Howard High School is a public high school located in Ellicott City, Maryland, United States. It is part of the Howard County Public School System, and serves families from Ellicott City, Elkridge, Hanover and Columbia, Maryland.

History
In 1938, Howard County used WPA money and bus contracts to close and consolidate many one-room schoolhouses into several central schools. Most of the county saw little school construction until after World War II. The school board recommended a single central high school for all white students in the county. By 1949, a state bond bill seemed imminent, and plans were refined for a central high school serving the first, second and sixth county districts. A site was picked at the family farm of General Charles D. Gaither, whose grandfather, George R. Gaither, once raised cavalry for J. E. B. Stuart onsite. Bids were opened on 26 April 1951 with prices ranging from $838,000 to $683,000. Four additional rooms were ordered in 1952 for an additional $30,000 in expenses. 12 additional acres were purchased from the Gaither family for $5,000, with board member Charles E. Miller contributing $2,500 for the land and demolition of the "colored house and corn crib" on the property.

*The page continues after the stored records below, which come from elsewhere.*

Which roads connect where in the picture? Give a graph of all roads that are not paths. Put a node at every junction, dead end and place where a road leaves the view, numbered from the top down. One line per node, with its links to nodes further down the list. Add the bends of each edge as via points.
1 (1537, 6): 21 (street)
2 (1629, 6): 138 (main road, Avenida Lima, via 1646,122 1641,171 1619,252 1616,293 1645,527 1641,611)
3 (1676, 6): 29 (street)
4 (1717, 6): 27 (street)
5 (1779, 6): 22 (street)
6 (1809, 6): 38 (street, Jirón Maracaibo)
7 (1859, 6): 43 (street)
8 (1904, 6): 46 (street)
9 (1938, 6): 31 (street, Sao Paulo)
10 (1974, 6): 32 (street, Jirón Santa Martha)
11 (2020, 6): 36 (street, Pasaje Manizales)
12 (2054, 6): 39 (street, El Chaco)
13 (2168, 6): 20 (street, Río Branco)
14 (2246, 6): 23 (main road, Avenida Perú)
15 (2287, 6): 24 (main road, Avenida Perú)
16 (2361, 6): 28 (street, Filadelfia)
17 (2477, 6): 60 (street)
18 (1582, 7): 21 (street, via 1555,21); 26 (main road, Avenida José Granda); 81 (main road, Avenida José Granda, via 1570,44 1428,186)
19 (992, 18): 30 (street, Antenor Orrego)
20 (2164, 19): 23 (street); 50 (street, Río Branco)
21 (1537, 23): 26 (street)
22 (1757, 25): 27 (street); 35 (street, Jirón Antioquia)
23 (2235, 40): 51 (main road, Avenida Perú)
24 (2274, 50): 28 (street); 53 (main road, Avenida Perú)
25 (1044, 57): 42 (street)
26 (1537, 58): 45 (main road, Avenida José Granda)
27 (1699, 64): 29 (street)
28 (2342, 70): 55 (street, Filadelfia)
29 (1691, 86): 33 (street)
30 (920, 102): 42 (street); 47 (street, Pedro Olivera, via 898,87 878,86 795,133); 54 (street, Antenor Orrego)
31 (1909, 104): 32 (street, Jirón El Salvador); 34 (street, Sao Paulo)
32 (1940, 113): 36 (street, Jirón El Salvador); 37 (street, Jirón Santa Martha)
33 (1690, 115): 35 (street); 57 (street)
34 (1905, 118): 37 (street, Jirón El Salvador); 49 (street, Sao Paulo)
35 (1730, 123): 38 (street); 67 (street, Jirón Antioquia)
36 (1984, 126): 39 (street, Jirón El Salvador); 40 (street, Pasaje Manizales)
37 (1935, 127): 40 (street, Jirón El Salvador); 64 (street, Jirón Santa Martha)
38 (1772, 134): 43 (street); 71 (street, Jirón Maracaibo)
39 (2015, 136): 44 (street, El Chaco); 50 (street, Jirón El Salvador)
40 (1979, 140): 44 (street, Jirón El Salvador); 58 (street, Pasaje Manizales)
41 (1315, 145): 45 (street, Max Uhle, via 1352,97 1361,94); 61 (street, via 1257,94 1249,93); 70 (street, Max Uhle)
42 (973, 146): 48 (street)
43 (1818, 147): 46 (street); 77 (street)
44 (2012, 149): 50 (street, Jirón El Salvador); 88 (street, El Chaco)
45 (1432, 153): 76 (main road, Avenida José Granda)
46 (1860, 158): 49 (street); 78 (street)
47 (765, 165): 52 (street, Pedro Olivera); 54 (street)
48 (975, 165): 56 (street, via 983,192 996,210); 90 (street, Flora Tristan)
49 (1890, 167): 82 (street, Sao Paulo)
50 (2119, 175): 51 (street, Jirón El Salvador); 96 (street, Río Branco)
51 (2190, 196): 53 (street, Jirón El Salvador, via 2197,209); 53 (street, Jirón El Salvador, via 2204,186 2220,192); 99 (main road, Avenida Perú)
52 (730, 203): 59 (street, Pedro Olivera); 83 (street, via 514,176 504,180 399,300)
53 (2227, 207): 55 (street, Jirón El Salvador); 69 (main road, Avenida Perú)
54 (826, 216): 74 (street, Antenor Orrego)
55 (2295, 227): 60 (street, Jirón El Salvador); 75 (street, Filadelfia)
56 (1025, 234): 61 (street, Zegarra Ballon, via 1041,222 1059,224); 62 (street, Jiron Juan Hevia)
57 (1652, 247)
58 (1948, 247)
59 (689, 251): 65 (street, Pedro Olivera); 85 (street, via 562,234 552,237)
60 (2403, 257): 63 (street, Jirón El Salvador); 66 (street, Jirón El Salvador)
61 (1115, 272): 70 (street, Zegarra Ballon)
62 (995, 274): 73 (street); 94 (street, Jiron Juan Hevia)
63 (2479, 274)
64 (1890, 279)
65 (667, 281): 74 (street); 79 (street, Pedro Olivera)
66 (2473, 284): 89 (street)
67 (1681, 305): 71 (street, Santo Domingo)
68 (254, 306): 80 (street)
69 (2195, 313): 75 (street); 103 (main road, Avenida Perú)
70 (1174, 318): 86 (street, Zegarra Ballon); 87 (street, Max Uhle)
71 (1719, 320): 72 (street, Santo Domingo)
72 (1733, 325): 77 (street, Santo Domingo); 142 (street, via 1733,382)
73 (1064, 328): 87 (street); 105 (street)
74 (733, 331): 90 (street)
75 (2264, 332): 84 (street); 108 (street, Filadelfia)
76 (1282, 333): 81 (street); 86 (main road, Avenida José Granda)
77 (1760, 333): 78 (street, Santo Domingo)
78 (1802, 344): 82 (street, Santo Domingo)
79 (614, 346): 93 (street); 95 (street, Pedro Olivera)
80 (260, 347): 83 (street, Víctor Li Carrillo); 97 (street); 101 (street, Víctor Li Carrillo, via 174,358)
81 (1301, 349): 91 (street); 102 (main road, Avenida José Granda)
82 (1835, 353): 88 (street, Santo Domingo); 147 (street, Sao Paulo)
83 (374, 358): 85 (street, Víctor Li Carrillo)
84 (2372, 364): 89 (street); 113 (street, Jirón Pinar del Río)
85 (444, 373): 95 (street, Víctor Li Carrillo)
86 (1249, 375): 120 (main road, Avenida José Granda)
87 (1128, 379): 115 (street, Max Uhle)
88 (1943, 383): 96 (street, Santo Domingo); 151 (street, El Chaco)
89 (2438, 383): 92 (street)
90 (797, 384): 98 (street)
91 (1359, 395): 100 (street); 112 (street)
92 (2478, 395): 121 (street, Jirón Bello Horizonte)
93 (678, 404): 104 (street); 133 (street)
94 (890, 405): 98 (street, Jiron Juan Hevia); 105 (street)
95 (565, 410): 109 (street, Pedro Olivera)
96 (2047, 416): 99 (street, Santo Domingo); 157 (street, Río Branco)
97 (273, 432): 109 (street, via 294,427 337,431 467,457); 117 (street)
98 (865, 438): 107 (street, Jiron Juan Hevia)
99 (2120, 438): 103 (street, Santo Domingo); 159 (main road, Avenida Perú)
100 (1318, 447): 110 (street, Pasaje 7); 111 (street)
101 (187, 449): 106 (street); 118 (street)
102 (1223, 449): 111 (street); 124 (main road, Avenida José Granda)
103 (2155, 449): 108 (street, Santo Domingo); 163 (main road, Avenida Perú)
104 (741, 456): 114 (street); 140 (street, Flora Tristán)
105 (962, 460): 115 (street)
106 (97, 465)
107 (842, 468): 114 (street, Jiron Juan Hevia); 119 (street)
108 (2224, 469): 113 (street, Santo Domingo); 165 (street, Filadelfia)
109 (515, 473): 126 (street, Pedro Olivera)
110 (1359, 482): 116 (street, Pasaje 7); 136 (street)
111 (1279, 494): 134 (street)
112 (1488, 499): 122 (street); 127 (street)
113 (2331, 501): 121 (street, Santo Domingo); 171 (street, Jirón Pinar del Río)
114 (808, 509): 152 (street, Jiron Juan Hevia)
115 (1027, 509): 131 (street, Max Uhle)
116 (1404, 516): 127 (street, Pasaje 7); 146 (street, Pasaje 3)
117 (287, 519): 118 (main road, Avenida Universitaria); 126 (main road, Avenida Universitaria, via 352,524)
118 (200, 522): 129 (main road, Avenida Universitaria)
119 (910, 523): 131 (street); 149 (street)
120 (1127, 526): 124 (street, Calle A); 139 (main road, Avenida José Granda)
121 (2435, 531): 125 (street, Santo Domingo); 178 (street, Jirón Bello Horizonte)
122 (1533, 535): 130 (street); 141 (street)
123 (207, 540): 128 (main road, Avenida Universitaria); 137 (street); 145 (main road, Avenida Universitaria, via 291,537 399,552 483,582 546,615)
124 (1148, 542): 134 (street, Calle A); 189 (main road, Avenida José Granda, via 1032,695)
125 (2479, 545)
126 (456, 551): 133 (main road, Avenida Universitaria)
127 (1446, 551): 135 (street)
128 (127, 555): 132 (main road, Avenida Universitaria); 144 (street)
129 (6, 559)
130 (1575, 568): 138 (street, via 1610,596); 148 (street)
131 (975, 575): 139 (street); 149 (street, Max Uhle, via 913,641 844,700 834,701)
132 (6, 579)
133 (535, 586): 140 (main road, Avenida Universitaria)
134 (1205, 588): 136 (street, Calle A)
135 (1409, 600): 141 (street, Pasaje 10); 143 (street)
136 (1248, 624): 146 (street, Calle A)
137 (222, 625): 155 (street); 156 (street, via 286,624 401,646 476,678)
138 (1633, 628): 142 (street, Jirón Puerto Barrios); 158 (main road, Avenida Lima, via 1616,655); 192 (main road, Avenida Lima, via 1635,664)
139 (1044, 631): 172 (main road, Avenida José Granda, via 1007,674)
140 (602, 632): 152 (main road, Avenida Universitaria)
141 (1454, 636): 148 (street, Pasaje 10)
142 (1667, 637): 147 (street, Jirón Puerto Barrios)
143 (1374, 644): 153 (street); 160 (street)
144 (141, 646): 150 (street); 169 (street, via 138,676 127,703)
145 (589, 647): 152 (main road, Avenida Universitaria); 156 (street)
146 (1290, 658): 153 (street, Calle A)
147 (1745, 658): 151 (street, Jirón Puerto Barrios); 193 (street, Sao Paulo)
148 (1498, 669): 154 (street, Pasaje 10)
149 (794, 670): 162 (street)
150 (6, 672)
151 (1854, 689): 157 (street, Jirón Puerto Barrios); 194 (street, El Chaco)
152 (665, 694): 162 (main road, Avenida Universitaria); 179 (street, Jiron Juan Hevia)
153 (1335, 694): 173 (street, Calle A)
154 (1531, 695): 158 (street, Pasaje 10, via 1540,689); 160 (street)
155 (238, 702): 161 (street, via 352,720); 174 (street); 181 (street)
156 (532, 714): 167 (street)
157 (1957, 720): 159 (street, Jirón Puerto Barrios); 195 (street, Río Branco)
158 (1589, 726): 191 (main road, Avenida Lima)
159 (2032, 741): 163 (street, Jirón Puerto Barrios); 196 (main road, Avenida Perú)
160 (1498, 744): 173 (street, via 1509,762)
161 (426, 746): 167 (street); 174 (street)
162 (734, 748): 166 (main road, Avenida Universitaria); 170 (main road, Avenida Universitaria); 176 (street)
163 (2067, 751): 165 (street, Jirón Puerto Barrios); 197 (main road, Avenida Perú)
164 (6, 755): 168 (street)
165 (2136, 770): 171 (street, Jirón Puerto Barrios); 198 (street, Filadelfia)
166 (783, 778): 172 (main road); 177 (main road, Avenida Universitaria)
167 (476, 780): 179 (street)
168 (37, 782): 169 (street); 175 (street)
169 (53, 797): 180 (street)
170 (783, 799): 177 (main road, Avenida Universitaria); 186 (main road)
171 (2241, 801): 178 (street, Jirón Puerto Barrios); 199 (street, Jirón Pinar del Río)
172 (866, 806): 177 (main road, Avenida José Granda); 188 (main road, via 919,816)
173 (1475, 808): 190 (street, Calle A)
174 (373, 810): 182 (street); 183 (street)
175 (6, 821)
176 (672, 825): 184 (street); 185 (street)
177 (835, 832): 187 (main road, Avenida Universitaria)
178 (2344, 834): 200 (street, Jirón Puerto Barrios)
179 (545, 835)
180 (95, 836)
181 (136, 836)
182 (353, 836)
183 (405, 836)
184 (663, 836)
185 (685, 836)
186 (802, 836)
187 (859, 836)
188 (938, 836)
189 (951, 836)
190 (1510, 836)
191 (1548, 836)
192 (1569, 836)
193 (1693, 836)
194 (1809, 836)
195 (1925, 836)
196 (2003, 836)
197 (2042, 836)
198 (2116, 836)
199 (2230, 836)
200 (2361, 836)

Five names were considered for the school: John Eager Howard High School, Charles Carroll of Carrollton High School, General Gaither High School, Edwin Warfield High School, and Howard County High School. The school opened as "Howard County Senior High School" in 1952. In 1954, Marie T. Gaither offered 42 acres of adjoining land for $15,000 to expand the school grounds, which was declined by the school board.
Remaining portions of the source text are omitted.